The summary of loss for a given year is typically expressed in financial terms, and it represents the estimated total cost that an organization may incur due to a security incident during that year.

Out of the options given, the term that best fits this definition is "ALE," which stands for Annualized Loss Expectancy. Therefore, the correct answer is B.

To explain further, ALE is calculated by multiplying the Single Loss Expectancy (SLE) by the Annual Rate of Occurrence (ARO).

The SLE is the estimated financial loss that could result from a single security incident, whereas the ARO represents the expected frequency of such incidents occurring in a year.

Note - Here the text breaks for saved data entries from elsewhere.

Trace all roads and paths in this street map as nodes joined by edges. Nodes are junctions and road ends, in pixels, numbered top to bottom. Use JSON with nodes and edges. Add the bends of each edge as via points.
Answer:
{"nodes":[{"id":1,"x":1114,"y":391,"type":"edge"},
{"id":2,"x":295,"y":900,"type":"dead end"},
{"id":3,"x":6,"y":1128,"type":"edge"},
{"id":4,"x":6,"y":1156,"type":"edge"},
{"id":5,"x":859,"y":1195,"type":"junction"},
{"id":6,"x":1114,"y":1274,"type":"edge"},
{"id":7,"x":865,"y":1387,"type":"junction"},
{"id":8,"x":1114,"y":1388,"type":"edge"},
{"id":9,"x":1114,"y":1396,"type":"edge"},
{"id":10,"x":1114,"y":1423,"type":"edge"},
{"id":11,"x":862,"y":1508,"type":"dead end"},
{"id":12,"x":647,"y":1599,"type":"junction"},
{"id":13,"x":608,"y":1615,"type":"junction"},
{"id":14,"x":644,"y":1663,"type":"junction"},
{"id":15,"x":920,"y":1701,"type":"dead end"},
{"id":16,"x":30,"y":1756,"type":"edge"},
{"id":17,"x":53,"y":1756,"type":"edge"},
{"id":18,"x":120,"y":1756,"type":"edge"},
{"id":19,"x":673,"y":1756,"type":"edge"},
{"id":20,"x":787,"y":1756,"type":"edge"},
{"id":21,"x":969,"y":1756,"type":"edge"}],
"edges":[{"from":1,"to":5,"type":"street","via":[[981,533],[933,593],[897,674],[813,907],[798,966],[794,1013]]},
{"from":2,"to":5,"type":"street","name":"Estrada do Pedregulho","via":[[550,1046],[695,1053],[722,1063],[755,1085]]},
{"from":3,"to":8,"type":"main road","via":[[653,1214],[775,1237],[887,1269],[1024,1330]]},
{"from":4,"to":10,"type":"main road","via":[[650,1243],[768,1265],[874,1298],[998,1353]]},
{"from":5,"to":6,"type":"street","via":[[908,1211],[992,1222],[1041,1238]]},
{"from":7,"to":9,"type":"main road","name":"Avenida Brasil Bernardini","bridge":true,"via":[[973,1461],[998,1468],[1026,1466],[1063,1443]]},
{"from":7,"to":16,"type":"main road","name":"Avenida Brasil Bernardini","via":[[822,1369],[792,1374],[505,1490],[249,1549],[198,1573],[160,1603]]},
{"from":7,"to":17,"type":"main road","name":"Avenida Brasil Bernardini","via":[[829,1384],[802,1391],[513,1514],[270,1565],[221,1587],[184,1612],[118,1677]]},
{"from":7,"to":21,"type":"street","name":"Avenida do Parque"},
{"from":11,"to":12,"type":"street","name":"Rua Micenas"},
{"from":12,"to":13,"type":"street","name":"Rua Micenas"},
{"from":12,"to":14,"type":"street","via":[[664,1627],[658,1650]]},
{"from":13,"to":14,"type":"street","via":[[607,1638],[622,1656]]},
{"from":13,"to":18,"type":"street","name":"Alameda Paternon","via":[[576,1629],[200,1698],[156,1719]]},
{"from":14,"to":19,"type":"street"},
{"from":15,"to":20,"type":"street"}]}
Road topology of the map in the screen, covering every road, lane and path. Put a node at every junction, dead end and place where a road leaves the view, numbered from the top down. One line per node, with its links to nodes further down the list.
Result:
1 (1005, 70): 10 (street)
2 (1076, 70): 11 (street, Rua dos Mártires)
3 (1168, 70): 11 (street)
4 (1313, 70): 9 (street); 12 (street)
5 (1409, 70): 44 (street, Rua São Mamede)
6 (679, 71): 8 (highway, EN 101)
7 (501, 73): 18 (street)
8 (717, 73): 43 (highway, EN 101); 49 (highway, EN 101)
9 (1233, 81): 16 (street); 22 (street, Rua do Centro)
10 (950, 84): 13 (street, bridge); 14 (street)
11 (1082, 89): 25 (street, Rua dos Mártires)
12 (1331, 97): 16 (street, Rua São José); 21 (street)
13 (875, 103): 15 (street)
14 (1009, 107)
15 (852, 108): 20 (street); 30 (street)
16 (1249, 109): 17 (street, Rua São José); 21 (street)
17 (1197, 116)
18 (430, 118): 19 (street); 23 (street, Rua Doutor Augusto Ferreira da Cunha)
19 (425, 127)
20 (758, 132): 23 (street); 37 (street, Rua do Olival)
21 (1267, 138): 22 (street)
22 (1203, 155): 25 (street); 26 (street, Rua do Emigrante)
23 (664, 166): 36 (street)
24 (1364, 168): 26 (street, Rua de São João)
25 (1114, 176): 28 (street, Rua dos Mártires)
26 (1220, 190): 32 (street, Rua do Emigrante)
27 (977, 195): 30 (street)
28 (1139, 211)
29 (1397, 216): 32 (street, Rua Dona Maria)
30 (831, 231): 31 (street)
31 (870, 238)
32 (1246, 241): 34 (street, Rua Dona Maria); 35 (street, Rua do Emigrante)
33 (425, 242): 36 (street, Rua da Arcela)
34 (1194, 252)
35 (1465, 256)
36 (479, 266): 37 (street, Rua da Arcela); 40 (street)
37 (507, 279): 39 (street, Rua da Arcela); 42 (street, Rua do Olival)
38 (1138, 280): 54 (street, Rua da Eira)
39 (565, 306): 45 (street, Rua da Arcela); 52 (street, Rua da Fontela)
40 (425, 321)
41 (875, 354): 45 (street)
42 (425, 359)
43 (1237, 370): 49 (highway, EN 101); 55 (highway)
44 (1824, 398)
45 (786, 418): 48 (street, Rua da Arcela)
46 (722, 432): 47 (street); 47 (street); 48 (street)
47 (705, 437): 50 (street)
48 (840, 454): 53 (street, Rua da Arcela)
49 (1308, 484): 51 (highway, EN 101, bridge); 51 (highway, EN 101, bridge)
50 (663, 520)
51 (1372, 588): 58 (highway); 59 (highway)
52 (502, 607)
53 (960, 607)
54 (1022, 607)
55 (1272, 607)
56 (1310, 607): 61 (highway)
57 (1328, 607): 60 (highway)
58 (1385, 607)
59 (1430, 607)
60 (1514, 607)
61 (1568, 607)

For example, if a company determines that the SLE for a particular type of security incident is $10,000, and the ARO is 4 incidents per year, then the ALE for that incident would be $40,000 ($10,000 x 4). This means that the company should expect to lose approximately $40,000 per year due to that specific security incident.

MTBF (Mean Time Between Failures) is a measure of the average time between failures of a system, device, or component. It is typically used in the context of reliability and availability analysis.

SLA (Service Level Agreement) is an agreement between a service provider and a customer that specifies the level of service that will be provided, as well as any guarantees or penalties for failing to meet those service levels.

ARO (Annual Rate of Occurrence) represents the expected frequency of a particular type of security incident occurring in a year. It is used in the calculation of ALE, as mentioned above.